Big job ahead

Published 8:37 pm Saturday, May 2, 2015

Interim PDCCC president describes challenges

By Cain Madden

Special to the News-Herald


Just a few weeks into his new job, Dr. William C. Aiken is still in the meet-and-greet phase.

It won’t last long, though, as the interim president of Paul D. Camp Community College has only 15 months to right the ship for his yet-to-be-chosen successor.

The challenges are significant.

First, he has to stem the tide of declining enrollment, which creates financial problems for the college. Paul D. Camp is 25 percent down from its enrollment peak, a decline that outpaces the average seen around the commonwealth.

Simultaneously, he must address PDCCC’s strategic plan to determine how the college can better serve the community through curriculum and programing.

Aiken also faces the challenge of resurrecting the morale of a largely part-time staff, following the widely unpopular leadership style of the man he is replacing, Dr. Paul Conco. Conco was ousted three months before his planned retirement date at the end of June.

“I’m going to try and approach this as open as possible, and I hope it will work to my advantage as we work forward,” Aiken said. “I’ve met with the staff, and we’ve talked about addressing the issues. The faculty has been very welcoming to me.”

He also has some hard rumors to address. Will the Suffolk campus or the Smithfield center close? Will there be a merger with Tidewater Community College?

“I’ve spoken to the [Virginia Community College System] chancellor, and he told me his intentions are not to close the place down,” Aiken said. He then added firmly that neither Suffolk nor Isle of Wight would close. “Actually, there is a great opportunity for growth in Suffolk. I hope there will be growth at all three locations.”

Aiken’s permanent home is in North Carolina, where he was the president of Sampson Community College for 12 years. After retiring in 2012, he served as an interim president at two colleges, Haywood and Rockingham, which faced similar challenges as Paul D. Camp.

As part of the strategic plan, Aiken said there’s one thing he can pull from his previous experience, and that’s knowing a college’s strengths and the community at large.

“I’m a little surprised about the lack of focus on agriculture here,” he said, adding that he would like to have a partnership with an institution such as Virginia Tech.

He did something similar at Sampson, creating a partnership with North Carolina State University that benefited both schools and gave the community college a shining program to be proud of.

“We would often get students who might have gone to N.C. State because our facilities were better,” he said with a laugh.

Agriculture set them apart from other colleges, and Aiken would like to see Paul D. Camp Community College have a program for which it is similarly well known.

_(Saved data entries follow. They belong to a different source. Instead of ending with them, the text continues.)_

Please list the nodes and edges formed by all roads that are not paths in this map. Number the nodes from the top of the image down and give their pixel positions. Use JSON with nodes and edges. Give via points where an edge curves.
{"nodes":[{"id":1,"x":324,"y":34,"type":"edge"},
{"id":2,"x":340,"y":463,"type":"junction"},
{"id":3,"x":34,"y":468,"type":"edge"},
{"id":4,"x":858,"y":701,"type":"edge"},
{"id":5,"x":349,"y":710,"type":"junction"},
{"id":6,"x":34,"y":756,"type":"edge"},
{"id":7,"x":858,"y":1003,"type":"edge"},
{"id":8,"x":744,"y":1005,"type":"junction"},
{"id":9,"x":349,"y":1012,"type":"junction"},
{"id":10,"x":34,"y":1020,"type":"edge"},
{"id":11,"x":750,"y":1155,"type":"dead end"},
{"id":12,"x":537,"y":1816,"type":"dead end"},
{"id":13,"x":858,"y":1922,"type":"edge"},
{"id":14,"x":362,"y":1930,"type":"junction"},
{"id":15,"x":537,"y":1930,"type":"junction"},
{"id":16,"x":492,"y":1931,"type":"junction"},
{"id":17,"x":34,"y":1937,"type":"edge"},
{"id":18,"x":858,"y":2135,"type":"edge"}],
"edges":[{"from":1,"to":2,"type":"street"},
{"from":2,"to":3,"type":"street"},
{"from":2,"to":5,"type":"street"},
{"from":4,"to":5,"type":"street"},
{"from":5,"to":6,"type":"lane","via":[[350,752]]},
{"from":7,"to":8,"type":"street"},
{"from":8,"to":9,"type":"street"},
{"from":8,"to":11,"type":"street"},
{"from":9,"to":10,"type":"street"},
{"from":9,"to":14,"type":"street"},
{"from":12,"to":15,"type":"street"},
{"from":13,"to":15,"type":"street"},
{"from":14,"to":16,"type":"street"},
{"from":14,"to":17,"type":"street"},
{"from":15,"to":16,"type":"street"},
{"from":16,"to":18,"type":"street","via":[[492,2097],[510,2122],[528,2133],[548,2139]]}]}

“We have not done a good job communicating to the at-large community,” Aiken said. “We have to figure out how to distinguish ourselves from other colleges. I don’t think that has happened here.”

Enrollment presents challenges, but a few ideas in play include developing the college’s relationship with the local schools, reaching children at a younger age and creating an enrollment team.

“We need to involve everyone in the enrollment efforts,” Aiken said. “I’m not talking about someone just going to college fairs. We need to build a relationship with the students — give a pitch on how close it is to home and all of the savings.

“If everyone could attract two to three students? We’d double our enrollment numbers over night.”

On a scale of one to 10, Aiken said PDCCC is at a 4.5. He’d like to bring it up to a seven during his tenure.

“If I could get it to a seven and know everyone is working toward making it a 10, I’d feel great,” he said.

Taking on an interim job requires someone who is wired differently, Aiken said.

“When I retired, I found that I still liked to work,” he said. “The interim thing is great — I do enjoy it. I’d like to think I’ve learned some things over the years that could be useful.”